START Material for the task

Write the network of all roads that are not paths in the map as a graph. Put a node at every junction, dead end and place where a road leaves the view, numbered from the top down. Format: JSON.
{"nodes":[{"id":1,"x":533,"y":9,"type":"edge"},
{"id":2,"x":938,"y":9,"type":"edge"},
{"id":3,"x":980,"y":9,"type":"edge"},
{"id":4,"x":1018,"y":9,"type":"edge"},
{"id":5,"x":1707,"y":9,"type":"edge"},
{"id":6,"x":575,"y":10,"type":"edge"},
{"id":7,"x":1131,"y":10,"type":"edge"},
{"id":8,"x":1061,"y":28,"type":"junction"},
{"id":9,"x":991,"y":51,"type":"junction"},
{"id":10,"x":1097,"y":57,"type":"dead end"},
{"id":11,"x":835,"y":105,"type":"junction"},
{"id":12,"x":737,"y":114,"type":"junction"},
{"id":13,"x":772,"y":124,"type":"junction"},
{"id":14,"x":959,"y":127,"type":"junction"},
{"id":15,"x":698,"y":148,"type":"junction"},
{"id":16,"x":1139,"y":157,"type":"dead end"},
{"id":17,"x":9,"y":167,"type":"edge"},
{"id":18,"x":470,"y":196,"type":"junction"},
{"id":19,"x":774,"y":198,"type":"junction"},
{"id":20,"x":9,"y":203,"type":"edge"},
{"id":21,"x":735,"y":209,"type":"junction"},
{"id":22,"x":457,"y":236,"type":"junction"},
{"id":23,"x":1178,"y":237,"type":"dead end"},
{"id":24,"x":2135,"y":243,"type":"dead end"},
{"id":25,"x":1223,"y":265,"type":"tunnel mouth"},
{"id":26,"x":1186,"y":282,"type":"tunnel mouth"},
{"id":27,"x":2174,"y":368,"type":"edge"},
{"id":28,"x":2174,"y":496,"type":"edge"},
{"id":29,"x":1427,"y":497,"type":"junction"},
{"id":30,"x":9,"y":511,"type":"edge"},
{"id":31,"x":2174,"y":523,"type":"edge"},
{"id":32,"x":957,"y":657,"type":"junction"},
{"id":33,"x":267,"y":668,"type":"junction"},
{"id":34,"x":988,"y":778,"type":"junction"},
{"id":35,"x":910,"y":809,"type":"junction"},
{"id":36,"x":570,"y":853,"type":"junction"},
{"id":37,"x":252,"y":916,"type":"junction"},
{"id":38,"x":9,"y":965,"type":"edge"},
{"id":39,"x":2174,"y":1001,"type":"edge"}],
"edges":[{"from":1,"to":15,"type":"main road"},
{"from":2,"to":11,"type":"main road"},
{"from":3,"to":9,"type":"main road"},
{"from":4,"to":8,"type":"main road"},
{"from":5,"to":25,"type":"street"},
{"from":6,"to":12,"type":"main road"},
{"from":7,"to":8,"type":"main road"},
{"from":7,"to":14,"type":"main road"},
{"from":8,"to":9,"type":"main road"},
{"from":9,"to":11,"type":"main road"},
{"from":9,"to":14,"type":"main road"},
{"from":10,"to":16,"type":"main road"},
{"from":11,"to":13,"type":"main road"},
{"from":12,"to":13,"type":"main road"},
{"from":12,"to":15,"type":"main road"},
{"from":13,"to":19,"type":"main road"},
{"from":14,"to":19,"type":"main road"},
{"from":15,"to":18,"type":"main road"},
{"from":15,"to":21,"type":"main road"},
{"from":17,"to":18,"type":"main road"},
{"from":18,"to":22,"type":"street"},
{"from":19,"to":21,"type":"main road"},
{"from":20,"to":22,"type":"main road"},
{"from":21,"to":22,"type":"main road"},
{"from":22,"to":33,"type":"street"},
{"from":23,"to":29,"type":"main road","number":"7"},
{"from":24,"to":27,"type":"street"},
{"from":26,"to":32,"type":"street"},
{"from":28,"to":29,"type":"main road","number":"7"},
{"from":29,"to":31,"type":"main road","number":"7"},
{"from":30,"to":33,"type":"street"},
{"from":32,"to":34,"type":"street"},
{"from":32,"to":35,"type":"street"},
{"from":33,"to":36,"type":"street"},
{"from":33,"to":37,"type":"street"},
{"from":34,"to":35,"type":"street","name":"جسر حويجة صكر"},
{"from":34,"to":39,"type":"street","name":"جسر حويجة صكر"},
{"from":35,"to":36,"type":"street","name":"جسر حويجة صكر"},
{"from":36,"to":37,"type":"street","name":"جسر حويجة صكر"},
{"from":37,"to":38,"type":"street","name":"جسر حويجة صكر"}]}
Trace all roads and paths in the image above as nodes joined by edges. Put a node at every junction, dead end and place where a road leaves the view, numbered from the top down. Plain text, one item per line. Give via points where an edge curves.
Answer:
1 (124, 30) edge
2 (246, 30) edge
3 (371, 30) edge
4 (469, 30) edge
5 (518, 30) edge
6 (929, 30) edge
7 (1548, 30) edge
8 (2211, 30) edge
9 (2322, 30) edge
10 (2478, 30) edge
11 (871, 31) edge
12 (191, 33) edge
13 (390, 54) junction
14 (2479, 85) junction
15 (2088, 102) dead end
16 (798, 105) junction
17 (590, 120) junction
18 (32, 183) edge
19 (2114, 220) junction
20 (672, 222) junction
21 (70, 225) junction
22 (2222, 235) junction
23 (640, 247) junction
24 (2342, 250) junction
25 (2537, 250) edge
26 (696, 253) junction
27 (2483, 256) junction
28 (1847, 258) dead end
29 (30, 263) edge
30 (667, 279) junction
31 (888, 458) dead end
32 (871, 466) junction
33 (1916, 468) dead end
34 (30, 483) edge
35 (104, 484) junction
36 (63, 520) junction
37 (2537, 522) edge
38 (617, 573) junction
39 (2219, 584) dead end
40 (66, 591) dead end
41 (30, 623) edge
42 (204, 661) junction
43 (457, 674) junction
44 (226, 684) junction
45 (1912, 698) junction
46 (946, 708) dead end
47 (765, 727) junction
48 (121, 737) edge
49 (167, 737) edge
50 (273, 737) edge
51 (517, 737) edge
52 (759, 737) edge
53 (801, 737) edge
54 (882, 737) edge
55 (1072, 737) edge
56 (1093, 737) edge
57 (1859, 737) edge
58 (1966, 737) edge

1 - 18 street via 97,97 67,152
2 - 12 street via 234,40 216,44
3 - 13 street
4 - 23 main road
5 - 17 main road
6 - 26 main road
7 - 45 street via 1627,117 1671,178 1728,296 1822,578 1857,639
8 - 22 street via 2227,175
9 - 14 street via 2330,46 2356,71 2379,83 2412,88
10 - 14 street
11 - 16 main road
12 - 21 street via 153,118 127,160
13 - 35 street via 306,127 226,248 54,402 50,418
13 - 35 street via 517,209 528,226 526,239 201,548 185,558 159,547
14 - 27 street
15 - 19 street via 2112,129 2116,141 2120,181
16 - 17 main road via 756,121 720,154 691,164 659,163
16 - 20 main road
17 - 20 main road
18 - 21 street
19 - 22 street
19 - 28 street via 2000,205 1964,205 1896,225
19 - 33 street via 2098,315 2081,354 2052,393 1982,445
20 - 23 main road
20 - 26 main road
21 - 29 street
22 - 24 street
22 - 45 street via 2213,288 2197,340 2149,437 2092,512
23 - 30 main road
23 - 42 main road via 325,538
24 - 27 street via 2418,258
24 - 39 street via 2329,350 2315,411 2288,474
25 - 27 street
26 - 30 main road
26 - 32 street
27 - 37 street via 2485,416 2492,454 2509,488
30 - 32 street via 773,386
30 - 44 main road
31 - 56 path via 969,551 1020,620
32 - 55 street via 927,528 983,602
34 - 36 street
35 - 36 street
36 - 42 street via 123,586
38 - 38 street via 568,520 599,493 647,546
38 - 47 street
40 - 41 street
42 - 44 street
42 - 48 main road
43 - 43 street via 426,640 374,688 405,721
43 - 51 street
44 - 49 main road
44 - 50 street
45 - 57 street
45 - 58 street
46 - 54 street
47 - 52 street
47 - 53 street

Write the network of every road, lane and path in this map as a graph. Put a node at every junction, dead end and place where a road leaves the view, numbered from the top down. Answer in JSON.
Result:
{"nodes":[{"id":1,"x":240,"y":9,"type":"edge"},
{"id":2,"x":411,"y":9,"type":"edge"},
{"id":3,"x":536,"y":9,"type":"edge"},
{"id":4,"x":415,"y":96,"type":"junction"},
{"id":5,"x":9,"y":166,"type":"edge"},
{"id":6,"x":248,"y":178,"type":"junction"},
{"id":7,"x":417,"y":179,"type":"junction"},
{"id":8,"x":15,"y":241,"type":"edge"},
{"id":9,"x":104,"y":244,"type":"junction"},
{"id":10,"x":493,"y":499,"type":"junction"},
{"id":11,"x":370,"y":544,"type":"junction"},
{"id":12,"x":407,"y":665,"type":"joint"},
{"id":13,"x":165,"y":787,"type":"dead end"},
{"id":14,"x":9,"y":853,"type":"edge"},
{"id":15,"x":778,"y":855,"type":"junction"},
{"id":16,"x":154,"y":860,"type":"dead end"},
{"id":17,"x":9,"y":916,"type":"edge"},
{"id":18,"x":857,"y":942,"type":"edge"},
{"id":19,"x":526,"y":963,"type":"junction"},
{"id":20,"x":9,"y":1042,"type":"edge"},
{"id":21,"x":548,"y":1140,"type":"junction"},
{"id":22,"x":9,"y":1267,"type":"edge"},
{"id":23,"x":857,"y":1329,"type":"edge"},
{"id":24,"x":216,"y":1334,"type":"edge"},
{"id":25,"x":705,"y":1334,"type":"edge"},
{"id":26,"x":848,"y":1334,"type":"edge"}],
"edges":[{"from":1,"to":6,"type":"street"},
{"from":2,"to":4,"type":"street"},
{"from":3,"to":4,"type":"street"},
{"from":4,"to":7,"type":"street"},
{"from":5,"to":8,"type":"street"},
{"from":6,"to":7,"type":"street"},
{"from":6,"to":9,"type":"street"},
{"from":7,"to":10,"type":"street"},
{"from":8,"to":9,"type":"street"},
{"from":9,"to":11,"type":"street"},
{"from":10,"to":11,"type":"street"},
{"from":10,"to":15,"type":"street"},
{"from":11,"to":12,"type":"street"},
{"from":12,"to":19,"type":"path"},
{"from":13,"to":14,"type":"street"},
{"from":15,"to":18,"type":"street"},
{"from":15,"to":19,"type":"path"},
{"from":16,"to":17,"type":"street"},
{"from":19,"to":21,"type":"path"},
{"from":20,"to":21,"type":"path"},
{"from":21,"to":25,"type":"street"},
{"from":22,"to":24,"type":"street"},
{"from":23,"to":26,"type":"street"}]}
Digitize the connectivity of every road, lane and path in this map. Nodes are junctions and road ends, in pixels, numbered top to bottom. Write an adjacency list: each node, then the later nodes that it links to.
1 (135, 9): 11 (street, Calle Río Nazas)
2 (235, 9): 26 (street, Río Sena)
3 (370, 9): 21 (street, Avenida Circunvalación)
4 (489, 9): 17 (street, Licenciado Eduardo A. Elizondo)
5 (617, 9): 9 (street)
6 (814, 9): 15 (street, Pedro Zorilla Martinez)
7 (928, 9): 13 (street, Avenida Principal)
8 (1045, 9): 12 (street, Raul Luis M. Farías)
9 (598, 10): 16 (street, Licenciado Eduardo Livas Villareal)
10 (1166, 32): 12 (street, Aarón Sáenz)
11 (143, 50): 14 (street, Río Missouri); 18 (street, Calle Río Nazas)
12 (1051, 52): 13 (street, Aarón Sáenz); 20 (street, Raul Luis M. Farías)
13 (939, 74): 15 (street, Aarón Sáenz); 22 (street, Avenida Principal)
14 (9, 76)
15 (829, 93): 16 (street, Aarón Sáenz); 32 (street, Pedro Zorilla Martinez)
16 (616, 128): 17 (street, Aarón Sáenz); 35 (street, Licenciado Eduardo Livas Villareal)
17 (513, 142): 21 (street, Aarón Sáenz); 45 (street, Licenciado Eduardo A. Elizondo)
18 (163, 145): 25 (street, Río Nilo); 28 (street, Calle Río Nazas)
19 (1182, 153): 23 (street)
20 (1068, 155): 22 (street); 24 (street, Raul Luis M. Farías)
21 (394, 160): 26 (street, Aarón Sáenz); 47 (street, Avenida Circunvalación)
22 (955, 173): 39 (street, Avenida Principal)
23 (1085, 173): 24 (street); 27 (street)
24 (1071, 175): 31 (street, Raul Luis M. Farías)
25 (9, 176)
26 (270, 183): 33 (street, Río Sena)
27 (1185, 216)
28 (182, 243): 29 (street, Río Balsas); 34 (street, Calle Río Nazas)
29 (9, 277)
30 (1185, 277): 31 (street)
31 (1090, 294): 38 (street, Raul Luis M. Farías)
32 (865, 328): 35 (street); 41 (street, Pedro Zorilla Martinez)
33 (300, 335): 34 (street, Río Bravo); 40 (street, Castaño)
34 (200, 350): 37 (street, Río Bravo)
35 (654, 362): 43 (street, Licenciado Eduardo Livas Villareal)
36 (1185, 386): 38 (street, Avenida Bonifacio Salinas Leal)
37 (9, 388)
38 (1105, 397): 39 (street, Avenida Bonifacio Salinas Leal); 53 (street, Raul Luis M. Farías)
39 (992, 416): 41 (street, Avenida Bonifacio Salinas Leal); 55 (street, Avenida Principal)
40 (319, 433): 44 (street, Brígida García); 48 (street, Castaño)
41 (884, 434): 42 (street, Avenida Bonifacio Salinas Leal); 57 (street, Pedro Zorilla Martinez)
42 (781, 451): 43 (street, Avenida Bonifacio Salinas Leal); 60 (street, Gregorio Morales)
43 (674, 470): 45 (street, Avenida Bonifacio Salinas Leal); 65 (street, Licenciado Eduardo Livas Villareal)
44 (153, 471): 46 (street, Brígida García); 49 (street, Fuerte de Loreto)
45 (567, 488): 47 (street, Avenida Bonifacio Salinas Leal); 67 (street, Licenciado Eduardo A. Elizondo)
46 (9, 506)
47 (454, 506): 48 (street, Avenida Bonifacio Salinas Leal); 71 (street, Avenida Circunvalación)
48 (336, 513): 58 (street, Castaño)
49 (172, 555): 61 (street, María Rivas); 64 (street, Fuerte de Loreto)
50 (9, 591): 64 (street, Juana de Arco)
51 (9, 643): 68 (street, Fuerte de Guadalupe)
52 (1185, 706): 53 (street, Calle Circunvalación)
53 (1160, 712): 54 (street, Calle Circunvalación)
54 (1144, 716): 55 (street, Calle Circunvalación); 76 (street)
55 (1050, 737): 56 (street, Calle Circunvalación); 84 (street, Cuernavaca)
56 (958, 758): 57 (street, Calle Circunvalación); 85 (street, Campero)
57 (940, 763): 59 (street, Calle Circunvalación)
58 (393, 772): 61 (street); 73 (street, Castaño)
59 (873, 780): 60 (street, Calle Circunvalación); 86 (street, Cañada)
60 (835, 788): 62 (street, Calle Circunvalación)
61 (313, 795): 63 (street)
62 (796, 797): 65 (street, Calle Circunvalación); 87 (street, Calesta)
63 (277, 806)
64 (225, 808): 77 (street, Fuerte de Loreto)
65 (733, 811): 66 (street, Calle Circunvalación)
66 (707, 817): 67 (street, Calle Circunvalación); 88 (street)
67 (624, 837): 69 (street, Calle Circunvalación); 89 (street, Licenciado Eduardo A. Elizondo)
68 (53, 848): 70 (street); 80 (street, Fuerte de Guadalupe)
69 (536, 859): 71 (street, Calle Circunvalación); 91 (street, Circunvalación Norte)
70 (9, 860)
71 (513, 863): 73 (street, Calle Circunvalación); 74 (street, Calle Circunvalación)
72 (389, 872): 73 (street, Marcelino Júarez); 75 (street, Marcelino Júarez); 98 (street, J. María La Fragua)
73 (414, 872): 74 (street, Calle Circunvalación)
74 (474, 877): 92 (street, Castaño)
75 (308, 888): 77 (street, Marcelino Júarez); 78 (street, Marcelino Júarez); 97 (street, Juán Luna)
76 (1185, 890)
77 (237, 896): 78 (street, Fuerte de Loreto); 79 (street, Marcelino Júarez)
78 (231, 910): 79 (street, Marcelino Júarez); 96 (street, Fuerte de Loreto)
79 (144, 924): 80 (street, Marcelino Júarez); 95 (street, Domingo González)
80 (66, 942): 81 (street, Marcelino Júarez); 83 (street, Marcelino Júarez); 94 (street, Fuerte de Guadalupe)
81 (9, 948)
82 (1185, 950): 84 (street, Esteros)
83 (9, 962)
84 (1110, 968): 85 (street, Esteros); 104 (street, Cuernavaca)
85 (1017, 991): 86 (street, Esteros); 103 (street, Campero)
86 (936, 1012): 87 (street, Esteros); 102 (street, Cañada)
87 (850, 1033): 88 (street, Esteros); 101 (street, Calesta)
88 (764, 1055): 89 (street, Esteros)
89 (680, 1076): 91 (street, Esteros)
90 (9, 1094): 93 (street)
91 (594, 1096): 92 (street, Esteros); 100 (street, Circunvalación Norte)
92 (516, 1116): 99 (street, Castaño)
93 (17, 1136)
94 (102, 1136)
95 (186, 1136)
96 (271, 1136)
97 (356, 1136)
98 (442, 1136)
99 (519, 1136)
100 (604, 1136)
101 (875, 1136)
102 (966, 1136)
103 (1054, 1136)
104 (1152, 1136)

END Material for the task

> What you will do
Copy every line of the records above that contains "view".

> Answer below
Write the network of all roads that are not paths in the map as a graph. Put a node at every junction, dead end and place where a road leaves the view, numbered from the top down. Format: JSON.
Trace all roads and paths in the image above as nodes joined by edges. Put a node at every junction, dead end and place where a road leaves the view, numbered from the top down. Plain text, one item per line. Give via points where an edge curves.
Write the network of every road, lane and path in this map as a graph. Put a node at every junction, dead end and place where a road leaves the view, numbered from the top down. Answer in JSON.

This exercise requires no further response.